As participants in Virginia Tech’s Multicultural Academic Opportunities Program (MAOP), Hadeia Liburd and Tryston McCaskill, rising juniors majoring in chemical engineering at Howard University, will work with the GlycoMIP user facility team.

The duo will work under the mentorship of Ryan Porell, a research scientist and technical manager of the GlycoMIP user facility, who designed the summer project to support Liburd’s and McCaskill’s chemical engineering undergraduate program.  A crucial skill in chemical engineering is the careful design of flow diagrams. The project epitomizes the concepts of process design by engaging the students from the start of a synthesis effort to the creation of novel glycomaterials. 

In support of the synthesis services offered by the GlycoMIP user facility, the students will assemble a flow chemistry workstation using a series of components including pumps, static mixers, and a programmable computer controller. They will also learn to use the system to synthesize glycomaterial building blocks. These building blocks can be thought of as Lego pieces that, when assembled, are used to create a wide variety of glycomaterial structures. 

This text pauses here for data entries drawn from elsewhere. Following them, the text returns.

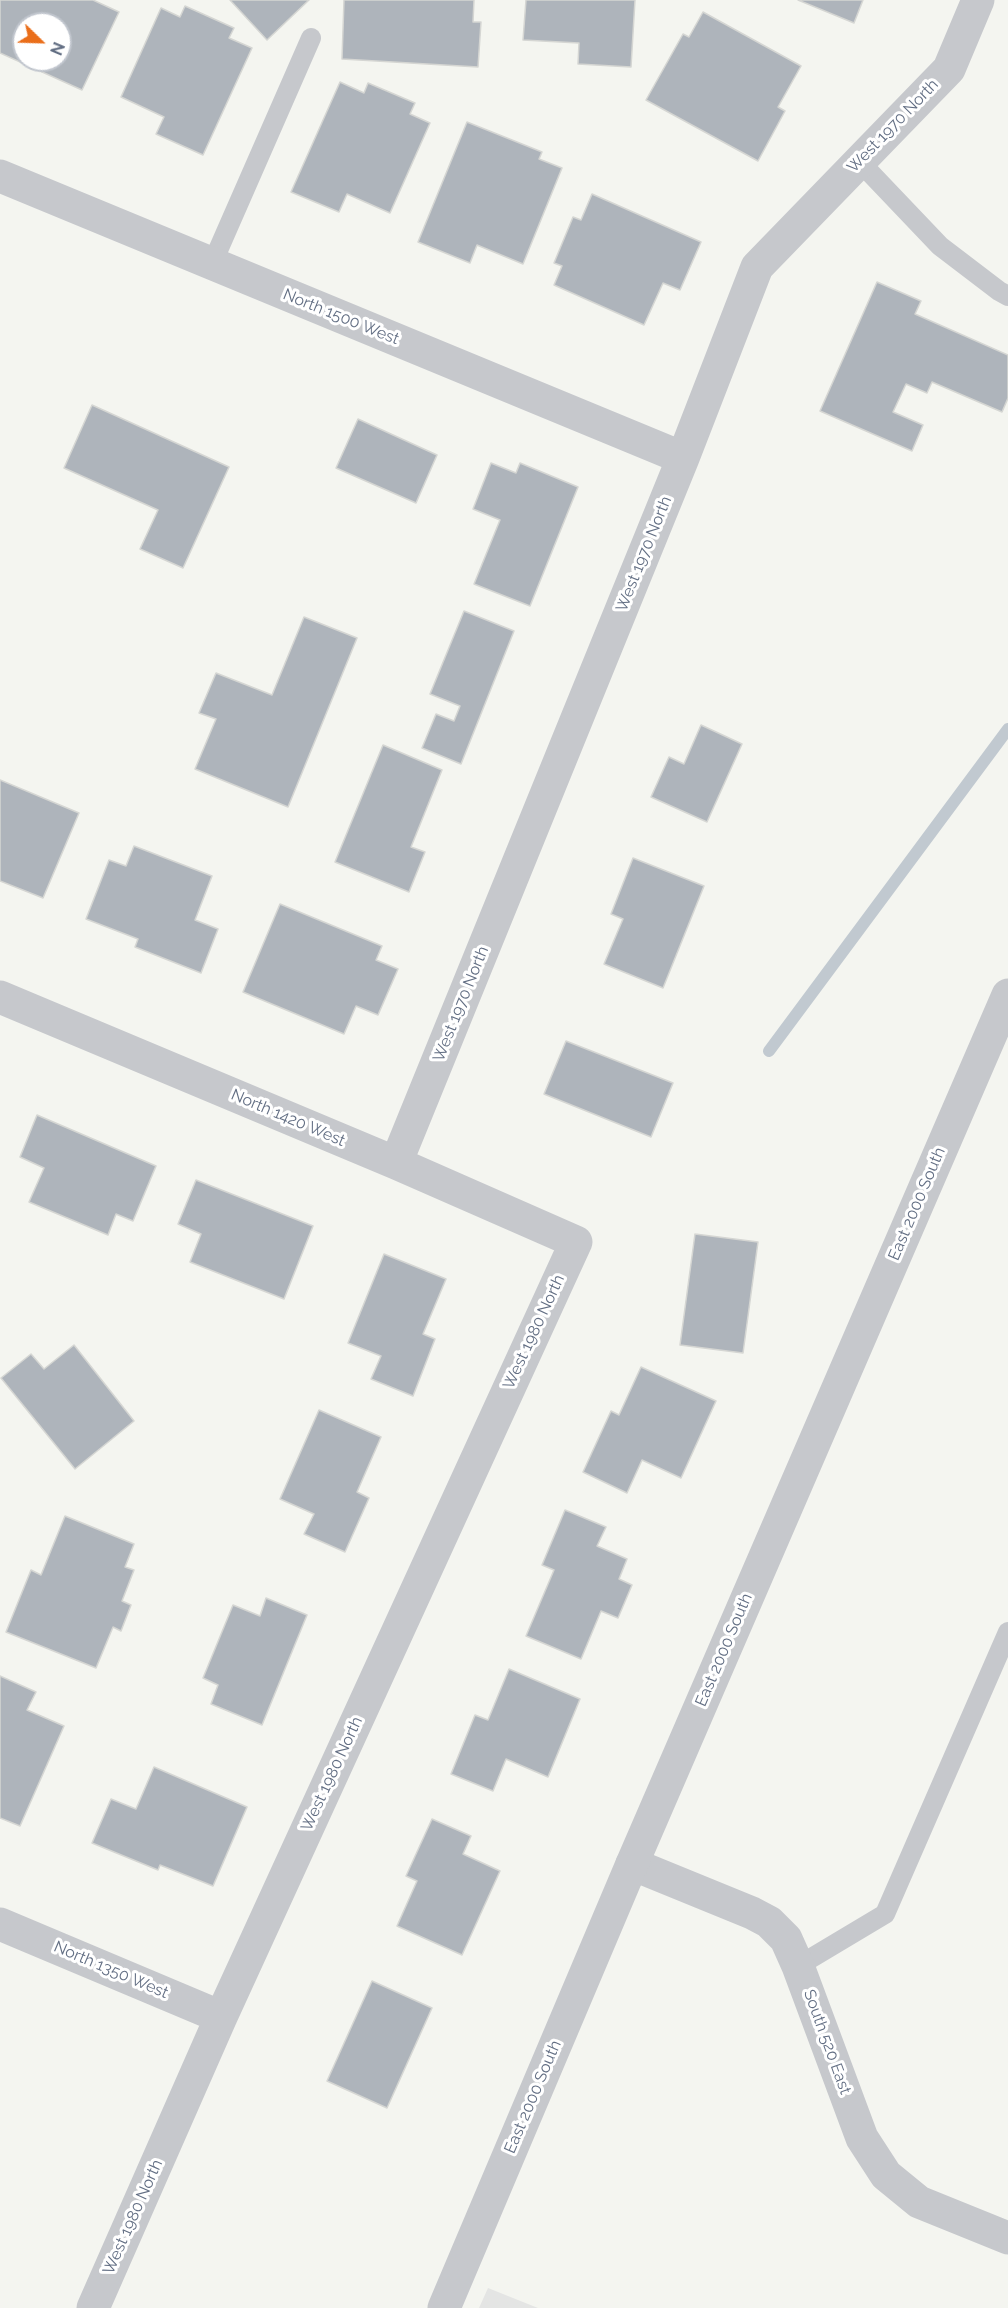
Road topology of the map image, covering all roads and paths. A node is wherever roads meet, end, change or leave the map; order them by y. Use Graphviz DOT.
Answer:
graph roads {
  1 [pos="978,0"];
  2 [pos="312,38"];
  3 [pos="859,161"];
  4 [pos="0,176"];
  5 [pos="212,264"];
  6 [pos="1008,296"];
  7 [pos="683,458"];
  8 [pos="1008,995"];
  9 [pos="0,997"];
  10 [pos="396,1164"];
  11 [pos="576,1242"];
  12 [pos="1008,1632"];
  13 [pos="632,1864"];
  14 [pos="0,1924"];
  15 [pos="798,1965"];
  16 [pos="221,2017"];
  17 [pos="1008,2238"];
  18 [pos="93,2308"];
  19 [pos="444,2308"];
  1 -- 3 [label="street, West 1970 North"];
  2 -- 5 [label="lane"];
  3 -- 6 [label="lane"];
  3 -- 7 [label="street, West 1970 North"];
  4 -- 5 [label="street, North 1500 West"];
  5 -- 7 [label="street, North 1500 West"];
  7 -- 10 [label="street, West 1970 North"];
  8 -- 13 [label="street, East 2000 South"];
  9 -- 10 [label="street, North 1420 West"];
  10 -- 11 [label="street, North 1420 West"];
  11 -- 16 [label="street, West 1980 North"];
  12 -- 15 [label="lane"];
  13 -- 15 [label="street, South 520 East"];
  13 -- 19 [label="street, East 2000 South"];
  14 -- 16 [label="street, North 1350 West"];
  15 -- 17 [label="street, South 520 East"];
  16 -- 18 [label="street, West 1980 North"];
}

Liburd and McCaskill will use their flow system to synthesize glycan building blocks that can be directly incorporated onto GlycoMIP’s automated glycan assembly instruments (Glyconeers).

While developing the student’s research skills, the project will be equally rewarding for GlycoMIP.

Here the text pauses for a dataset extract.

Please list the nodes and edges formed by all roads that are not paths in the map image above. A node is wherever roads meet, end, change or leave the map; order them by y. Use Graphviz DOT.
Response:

"By establishing a flow chemistry approach for building block synthesis, these students will enhance our capability in the user facility to not only prepare our own building blocks but also to access structures that didn't have commercial building blocks," said Porell.

Liburd and McCaskill will also gain hands-on research experience that supports their budding interests in pursuing graduate degrees, including GRE prep coursework and other professional development workshops. Their summer experience will culminate in poster presentations during the university’s summer undergraduate research symposium poster on July 27.